On the Telegram channel run by the Proud Boys leadership, the group initially misquoted Trump’s comments, saying “standing down and standing by sir” but in a subsequent post, the group shared a redesigned version of its logo, which included the correct wording:

Redesigned Proud Boys Logo

The Proud Boys redesigned their logo to feature Trump's comments.

As well as celebrating their mention by the president, Proud Boys members sought to take advantage of their notoriety and an online Proud Boys store is already selling a T-shirt with the new logo emblazoned across the front.

T-Shirt for sale

An online Proud Boys store is already selling a t-shirt with the new logo emblazoned across the front.

The Michigan branch of the Proud Boys posted a meme on their Telegram channel that shows a group of bearded men holding U.S. flags and ready to fight, alongside Trump’s comment.

Proud Boys meme

The Michigan branch of the Proud Boys posted this meme on their Telegram channel.

In the aftermath of the debate, theTrump campaign attempted to walk back the president’s comments. Asked about Trump’s “stand by” comment by the New York Times, Jason Miller, a senior adviser to the president’s campaign, said it was “very clear he wants them to knock it off.”

Meanwhile Trump campaign Communications Director Tim Murtaugh spoke to Fox News and said the president had “repeatedly, over the course of years now, denounced white supremacists and has been consistent in doing that.”

While Trump is viewed positively by most white nationalists, some hardline racist groups believe the president is “anti-white” — but Tuesday night’s comments appear to have changed some minds.

“Damn… hate to say this but I’m voting trump now,” one user of fringe message board 4chan said, according to SITE Intelligence Group, which tracks far-right groups.

Neo-Nazi and white supremacist Telegram channels also lit up on Tuesday night. While they are not affiliated with the Proud Boys and typically view them with derision, this activity indicates that those groups also saw a signal of support in Trump’s comments.

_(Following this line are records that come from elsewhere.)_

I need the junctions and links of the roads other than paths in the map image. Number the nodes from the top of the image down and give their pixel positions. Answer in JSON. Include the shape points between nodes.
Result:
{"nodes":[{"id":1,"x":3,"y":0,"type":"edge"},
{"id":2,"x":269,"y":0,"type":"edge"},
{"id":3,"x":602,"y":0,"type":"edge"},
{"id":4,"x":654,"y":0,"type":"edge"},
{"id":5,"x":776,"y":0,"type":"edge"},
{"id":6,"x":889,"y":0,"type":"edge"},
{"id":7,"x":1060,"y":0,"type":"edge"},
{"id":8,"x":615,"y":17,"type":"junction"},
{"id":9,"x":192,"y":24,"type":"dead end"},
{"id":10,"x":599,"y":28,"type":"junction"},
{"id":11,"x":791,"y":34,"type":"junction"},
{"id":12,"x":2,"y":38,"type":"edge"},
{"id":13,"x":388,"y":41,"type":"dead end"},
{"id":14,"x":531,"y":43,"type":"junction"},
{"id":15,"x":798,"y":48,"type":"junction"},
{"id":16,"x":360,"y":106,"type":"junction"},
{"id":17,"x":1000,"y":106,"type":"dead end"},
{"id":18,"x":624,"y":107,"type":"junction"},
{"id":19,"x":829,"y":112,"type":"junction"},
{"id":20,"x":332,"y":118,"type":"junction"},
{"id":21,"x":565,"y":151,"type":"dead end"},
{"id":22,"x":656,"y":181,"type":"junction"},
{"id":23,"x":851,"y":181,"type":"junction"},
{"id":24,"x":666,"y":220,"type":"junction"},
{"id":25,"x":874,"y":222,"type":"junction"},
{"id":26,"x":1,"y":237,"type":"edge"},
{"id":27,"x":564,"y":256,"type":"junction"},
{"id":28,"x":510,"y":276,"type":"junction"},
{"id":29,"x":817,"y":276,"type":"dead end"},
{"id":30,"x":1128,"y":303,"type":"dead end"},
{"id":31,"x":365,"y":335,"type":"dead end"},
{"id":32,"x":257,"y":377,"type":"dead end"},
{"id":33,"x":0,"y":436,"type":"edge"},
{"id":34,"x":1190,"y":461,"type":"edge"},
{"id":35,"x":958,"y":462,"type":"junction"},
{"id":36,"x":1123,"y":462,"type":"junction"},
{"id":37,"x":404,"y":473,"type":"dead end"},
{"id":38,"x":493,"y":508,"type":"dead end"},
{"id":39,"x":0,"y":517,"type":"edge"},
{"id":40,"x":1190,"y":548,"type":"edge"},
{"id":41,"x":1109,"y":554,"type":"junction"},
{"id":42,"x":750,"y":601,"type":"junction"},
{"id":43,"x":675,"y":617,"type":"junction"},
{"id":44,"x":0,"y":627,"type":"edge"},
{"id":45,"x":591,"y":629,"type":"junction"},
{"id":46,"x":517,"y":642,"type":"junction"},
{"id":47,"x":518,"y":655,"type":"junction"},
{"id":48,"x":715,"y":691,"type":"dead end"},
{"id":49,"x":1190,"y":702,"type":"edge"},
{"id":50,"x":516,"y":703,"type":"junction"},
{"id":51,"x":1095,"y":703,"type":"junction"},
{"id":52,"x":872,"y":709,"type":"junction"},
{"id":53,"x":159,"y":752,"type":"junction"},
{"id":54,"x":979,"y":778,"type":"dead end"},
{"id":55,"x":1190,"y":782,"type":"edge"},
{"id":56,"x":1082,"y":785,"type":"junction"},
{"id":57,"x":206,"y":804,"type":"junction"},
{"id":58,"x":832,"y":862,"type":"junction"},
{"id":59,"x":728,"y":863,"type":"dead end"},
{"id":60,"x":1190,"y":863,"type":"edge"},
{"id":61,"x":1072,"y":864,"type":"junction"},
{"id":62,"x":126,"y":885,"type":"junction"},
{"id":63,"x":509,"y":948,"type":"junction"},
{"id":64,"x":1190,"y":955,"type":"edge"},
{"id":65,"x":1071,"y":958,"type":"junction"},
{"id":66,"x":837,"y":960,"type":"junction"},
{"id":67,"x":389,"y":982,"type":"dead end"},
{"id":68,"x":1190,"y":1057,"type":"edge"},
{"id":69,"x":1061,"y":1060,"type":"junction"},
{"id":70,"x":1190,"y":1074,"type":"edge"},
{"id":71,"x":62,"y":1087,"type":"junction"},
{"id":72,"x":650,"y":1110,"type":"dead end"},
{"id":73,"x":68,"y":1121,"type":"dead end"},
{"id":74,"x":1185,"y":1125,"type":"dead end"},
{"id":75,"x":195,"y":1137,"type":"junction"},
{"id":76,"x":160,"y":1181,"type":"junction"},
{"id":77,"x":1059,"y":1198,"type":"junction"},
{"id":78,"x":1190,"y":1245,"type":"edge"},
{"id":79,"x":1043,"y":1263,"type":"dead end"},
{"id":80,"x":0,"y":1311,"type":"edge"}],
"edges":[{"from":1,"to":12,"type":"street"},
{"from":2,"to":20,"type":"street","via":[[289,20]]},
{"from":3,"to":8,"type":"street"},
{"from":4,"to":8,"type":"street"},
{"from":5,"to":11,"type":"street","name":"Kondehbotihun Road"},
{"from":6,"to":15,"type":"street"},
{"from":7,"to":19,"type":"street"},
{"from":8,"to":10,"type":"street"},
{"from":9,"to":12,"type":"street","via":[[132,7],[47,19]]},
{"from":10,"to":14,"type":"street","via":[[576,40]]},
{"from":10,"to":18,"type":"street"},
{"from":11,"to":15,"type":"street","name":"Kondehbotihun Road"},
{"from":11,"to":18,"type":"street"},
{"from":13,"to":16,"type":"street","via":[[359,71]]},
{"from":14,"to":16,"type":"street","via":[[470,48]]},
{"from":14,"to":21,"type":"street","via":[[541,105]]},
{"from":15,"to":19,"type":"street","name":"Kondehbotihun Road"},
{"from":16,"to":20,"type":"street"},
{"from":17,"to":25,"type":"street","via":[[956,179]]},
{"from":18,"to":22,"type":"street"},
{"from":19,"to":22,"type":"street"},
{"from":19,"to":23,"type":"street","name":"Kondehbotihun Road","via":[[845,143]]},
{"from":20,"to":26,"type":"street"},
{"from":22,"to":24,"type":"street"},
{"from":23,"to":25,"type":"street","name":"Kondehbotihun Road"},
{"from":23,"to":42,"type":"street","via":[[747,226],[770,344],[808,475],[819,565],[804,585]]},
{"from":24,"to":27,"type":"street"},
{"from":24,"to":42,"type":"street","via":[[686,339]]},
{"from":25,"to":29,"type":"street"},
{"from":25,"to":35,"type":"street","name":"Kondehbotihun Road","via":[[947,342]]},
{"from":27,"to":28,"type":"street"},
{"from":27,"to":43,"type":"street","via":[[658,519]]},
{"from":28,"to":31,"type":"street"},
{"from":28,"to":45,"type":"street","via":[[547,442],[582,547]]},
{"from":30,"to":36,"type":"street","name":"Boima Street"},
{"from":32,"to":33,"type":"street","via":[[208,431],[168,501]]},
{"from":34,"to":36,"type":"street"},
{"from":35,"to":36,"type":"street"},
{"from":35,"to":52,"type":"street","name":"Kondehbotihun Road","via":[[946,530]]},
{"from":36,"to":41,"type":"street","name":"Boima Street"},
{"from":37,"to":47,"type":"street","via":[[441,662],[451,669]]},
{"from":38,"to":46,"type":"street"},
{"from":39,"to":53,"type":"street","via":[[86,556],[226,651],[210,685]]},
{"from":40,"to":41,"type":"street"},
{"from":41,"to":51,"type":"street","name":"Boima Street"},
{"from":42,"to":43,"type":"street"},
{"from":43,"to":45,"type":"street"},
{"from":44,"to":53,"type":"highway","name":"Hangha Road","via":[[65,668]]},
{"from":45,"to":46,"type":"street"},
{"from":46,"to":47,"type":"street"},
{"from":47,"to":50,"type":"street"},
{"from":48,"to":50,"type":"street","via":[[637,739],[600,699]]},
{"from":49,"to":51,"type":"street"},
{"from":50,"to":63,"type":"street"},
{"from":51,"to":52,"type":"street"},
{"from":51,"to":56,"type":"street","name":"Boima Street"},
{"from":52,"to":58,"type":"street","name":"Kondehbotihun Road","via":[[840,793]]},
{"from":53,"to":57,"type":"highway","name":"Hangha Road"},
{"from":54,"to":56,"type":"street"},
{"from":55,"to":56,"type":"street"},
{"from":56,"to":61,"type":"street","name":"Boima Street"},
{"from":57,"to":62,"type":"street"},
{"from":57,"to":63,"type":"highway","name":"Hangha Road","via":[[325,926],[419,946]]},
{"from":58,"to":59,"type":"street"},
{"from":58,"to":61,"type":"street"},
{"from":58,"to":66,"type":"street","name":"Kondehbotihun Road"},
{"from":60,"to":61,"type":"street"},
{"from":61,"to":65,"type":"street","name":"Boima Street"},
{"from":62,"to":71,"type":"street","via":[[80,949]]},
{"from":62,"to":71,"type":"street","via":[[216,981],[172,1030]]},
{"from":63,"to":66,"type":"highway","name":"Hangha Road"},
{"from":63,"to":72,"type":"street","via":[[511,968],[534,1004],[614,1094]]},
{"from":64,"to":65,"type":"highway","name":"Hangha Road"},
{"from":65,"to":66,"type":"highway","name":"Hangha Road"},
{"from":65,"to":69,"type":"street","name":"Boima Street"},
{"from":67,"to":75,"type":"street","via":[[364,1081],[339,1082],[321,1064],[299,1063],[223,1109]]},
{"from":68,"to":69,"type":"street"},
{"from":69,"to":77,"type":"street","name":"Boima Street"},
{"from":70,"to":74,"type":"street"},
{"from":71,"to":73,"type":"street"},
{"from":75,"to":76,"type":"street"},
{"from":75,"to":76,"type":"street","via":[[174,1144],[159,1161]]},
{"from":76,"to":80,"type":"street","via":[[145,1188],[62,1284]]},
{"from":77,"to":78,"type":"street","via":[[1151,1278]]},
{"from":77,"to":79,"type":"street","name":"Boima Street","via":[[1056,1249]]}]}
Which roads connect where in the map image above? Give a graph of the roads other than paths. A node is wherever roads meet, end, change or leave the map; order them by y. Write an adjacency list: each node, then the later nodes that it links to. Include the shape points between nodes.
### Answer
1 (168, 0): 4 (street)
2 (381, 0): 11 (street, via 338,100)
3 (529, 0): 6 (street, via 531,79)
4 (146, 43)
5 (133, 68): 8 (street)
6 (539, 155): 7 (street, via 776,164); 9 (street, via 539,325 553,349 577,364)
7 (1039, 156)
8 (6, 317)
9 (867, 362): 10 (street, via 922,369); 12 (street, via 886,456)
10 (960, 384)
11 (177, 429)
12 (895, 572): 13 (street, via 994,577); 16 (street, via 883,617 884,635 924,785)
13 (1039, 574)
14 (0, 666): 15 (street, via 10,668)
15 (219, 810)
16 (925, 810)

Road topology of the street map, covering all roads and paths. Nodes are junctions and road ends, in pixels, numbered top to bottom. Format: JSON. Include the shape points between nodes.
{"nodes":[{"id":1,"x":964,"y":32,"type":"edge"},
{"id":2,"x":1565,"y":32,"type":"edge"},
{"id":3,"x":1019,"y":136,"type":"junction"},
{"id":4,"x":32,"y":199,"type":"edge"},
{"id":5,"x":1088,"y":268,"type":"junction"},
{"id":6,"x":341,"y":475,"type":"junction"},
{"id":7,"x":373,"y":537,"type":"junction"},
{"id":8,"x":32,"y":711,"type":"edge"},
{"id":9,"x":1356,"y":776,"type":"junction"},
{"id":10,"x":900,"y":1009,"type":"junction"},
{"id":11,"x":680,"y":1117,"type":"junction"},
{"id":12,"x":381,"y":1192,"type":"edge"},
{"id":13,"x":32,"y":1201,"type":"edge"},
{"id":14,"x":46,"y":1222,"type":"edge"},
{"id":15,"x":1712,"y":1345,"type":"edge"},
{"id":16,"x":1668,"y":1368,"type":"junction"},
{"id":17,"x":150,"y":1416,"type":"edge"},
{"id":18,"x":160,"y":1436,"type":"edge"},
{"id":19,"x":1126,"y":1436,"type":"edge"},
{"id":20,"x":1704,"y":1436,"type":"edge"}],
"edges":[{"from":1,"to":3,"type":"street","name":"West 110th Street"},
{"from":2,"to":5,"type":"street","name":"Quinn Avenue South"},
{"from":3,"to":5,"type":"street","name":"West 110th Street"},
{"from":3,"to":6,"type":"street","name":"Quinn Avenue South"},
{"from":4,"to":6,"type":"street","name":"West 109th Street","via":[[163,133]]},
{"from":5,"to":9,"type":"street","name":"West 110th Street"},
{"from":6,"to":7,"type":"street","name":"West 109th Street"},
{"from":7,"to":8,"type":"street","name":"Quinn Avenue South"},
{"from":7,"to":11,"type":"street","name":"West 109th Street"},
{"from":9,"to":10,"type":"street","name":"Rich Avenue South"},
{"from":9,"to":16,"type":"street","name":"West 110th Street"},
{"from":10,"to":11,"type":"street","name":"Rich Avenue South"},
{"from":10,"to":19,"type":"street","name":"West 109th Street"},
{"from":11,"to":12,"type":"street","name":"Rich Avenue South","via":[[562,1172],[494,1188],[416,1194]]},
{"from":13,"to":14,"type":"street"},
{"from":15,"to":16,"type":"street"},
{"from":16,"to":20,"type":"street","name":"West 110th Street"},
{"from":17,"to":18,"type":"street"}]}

Experts in extremism, as well as Democrats, were quick to condemn Trump’s comments as dangerous.

The CEO of the Anti-Defamation League, which refers to the Proud Boys as “hard-core white supremacists,” said Trump’s refusal to condemn white supremacists as astonishing.

Jonathan Greenblatt tweeted that he was “trying to determine if this was an answer or an admission” by the president, but either way, Trump “owes America an apology or an explanation. Now.”

Experts also pointed out that Trump’s comments are only going to increase the belief Proud Boys members have in their so-called mission to protect the U.S. from groups like antifa.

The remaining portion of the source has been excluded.